Sur ce dernier point, l’armée de Terre française a un coup d’avance. En mars dernier, Terre Mag a en effet rapporté qu’un sous-officier du 54e Régiment de Transmissions, unité référente en matière de guerre électronique, avait mis au point un « Boîtier d’action et de détection de drone » [BA2D] qui, ayant les dimensions d’une carte de crédit, est capable de détecter les drones FPV, voire de le neutraliser en compromettant la liaison avec leurs opérateurs.
Quoi qu’il en soit, ce projet « sera réalisé de 2025 à 2028 » et un premier contrat « pour l’acquisition des ressources eAAAD » sera notifié au cours du « premier trimestre 2025 », avance le ministère néerlandais de la Défense.
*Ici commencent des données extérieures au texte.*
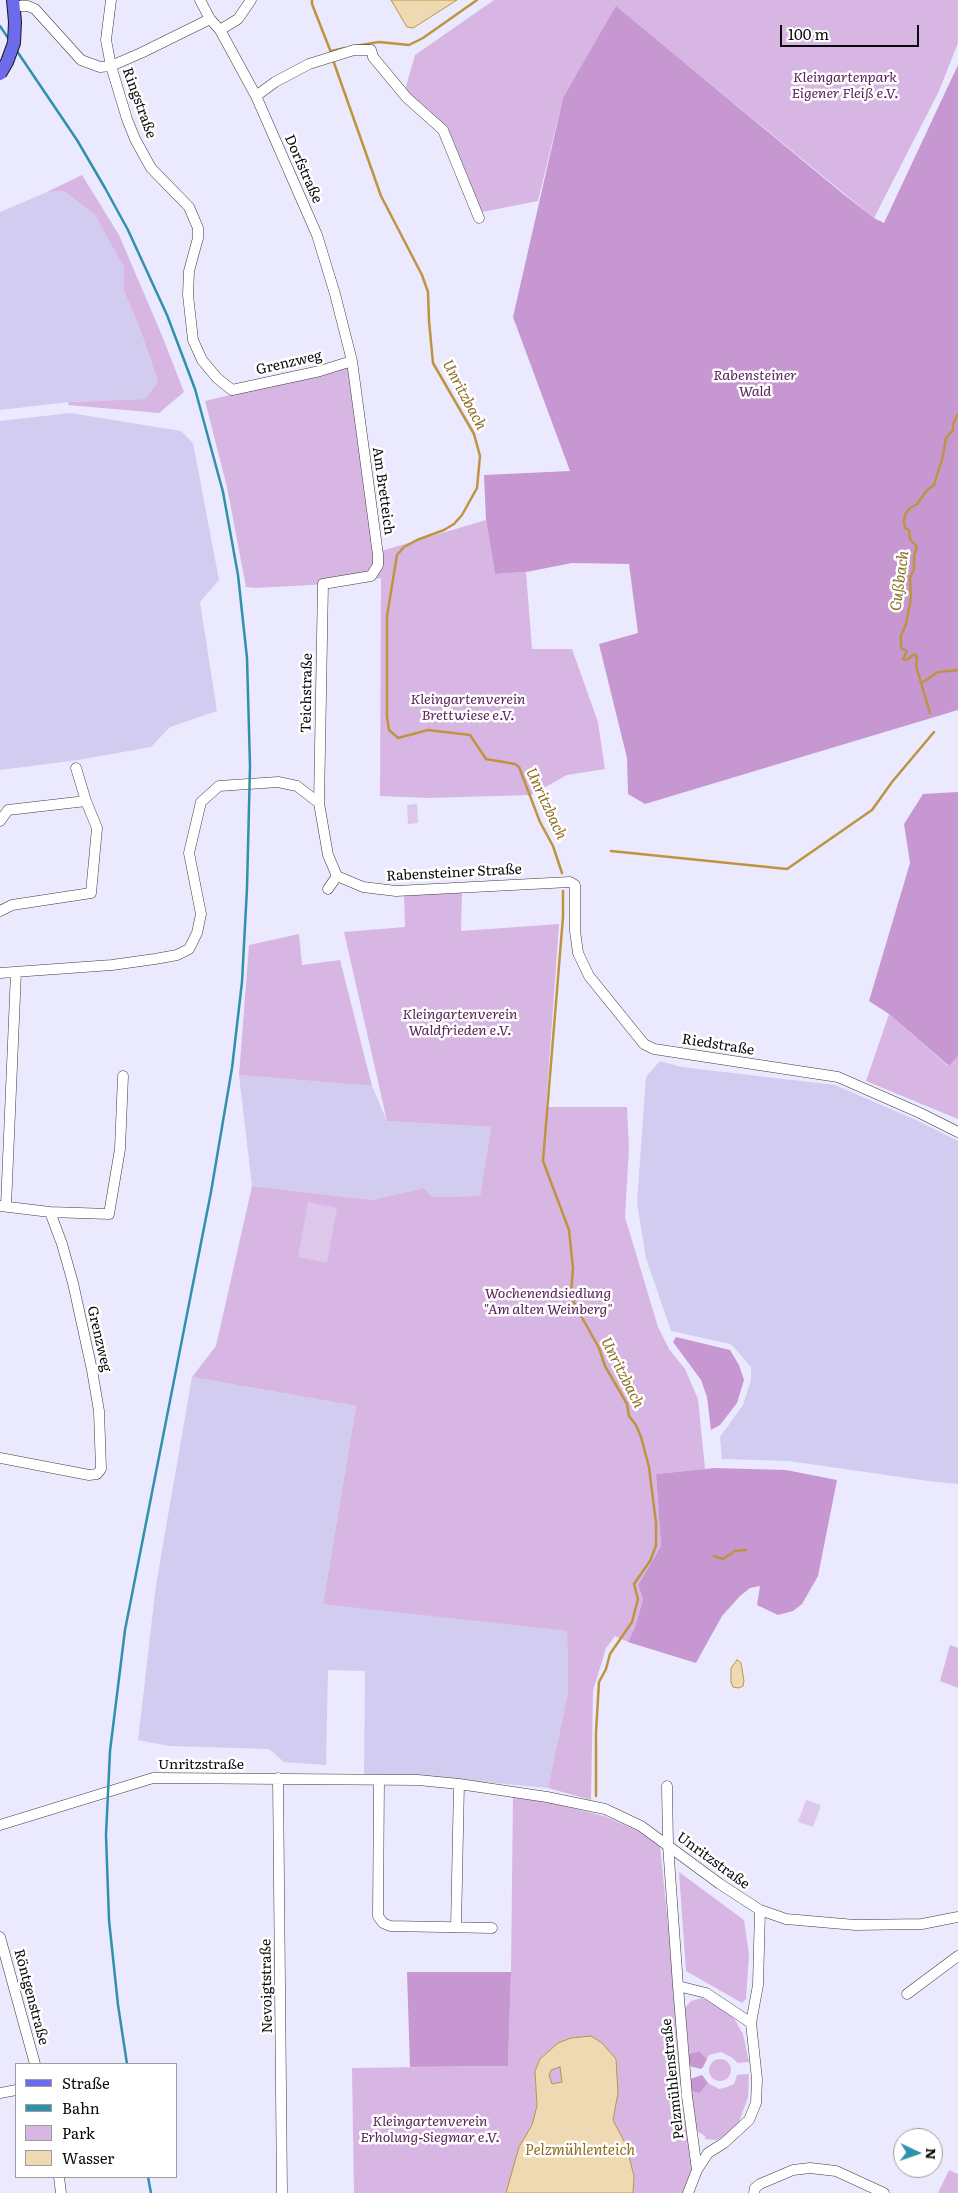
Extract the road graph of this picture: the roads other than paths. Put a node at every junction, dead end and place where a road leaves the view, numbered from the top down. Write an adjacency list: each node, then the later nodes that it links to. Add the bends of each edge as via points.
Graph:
1 (111, 0): 7 (street, Ringstraße, via 106,34)
2 (200, 0): 5 (street, Dorfstraße)
3 (251, 0): 6 (street, via 238,19)
4 (14, 3): 7 (street, via 34,9 81,60 93,66); 8 (main road, bridge, via 16,34 12,52)
5 (210, 19): 6 (street, Dorfstraße); 7 (street)
6 (220, 30): 9 (street, Dorfstraße)
7 (111, 66): 12 (street, Ringstraße, via 127,120 139,146 151,168 189,207 196,223 198,238 188,281 193,340 202,360)
8 (0, 74)
9 (256, 96): 10 (street, via 309,64 354,50 371,50 373,57 407,98 442,130); 11 (street, Dorfstraße, via 317,235)
10 (478, 218)
11 (352, 361): 12 (street, Grenzweg); 13 (street, Am Bretteich, via 378,565 371,576)
12 (232, 390)
13 (323, 584): 16 (street, Teichstraße)
14 (76, 768): 15 (street)
15 (86, 801): 17 (street, via 8,810); 21 (street, via 97,828 91,893 12,905)
16 (319, 803): 18 (street, via 328,855); 22 (street, via 297,786 278,782 219,786 201,802 189,853 201,914 189,949 169,956 112,965)
17 (0, 821)
18 (336, 876): 19 (street, Rabensteiner Straße, via 363,887 396,891 556,881); 20 (street)
19 (575, 885): 24 (street, Riedstraße, via 578,954 589,976 644,1044 654,1049 838,1077)
20 (328, 889)
21 (0, 911)
22 (6, 970): 25 (street)
23 (123, 1076): 26 (street, via 120,1149 109,1214)
24 (958, 1132)
25 (3, 1206): 26 (street)
26 (50, 1212): 27 (street, Grenzweg, via 69,1268 92,1370 99,1411 101,1469 97,1474 89,1475)
27 (0, 1458)
28 (278, 1778): 29 (street, Unritzstraße); 32 (street, Unritzstraße, via 153,1778); 49 (street, Nevoigtstraße)
29 (378, 1780): 30 (street, Unritzstraße); 36 (street, via 378,1916 390,1926)
30 (459, 1784): 33 (street, Unritzstraße, via 605,1809 641,1826); 36 (street)
31 (666, 1786): 33 (street, Pelzmühlenstraße)
32 (0, 1825)
33 (668, 1845): 34 (street, Unritzstraße); 40 (street, Pelzmühlenstraße)
34 (760, 1910): 35 (street, Unritzstraße, via 786,1919 854,1925 922,1924); 42 (street, Pelzmühlenstraße, via 758,1985)
35 (958, 1917)
36 (456, 1927): 37 (street)
37 (492, 1928)
38 (0, 1937): 43 (street, Röntgenstraße)
39 (958, 1956): 41 (street)
40 (678, 1986): 42 (street, via 715,1997); 46 (street, Pelzmühlenstraße)
41 (907, 1994)
42 (751, 2024): 46 (street, Pelzmühlenstraße, via 757,2079 753,2111 739,2130 708,2153)
43 (35, 2063)
44 (15, 2090): 45 (street)
45 (0, 2093)
46 (697, 2170): 50 (street, Pelzmühlenstraße)
47 (59, 2178): 48 (street)
48 (61, 2193)
49 (282, 2193)
50 (688, 2193)
51 (754, 2193): 52 (street, via 760,2184 793,2170 810,2168 836,2171)
52 (884, 2193)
Et de préciser que « les premiers systèmes seront livrés dans les mois suivants et pourront être utilisés immédiatement ».
Seulement, la parade à de tels dispositifs technologiques a d’ores et déjà été trouvée par les belligérants en Ukraine, ceux-ci utilisant désormais des drones FPV filoguidés, c’est-à-dire reliés à leurs télépilotes par un fibre optique. Ainsi, ces appareils sont insensibles au brouillage électronique et peuvent fonctionner dans des environnements où la transmission est difficile [forêt dense, grottes, etc.].
Aussi, certains armuriers ont mis au point des fusils adaptés à la « chasse » au drone FPV.
C’est par exemple le cas de l’italien Benelli, qui a récemment mis sur le marché le M4 AI Drone Guardian. Il s’agit d’un fusil M4 doté d’un dispositif permettant d’augmenter la vitesse d’une cartouche de chevrotine d’environ 20 mètres par seconde, l’idée étant de produire un « nuage » de plombs plus régulier afin d’obtenir une plus grande capacité de pénétration pour détruire un drone FPV.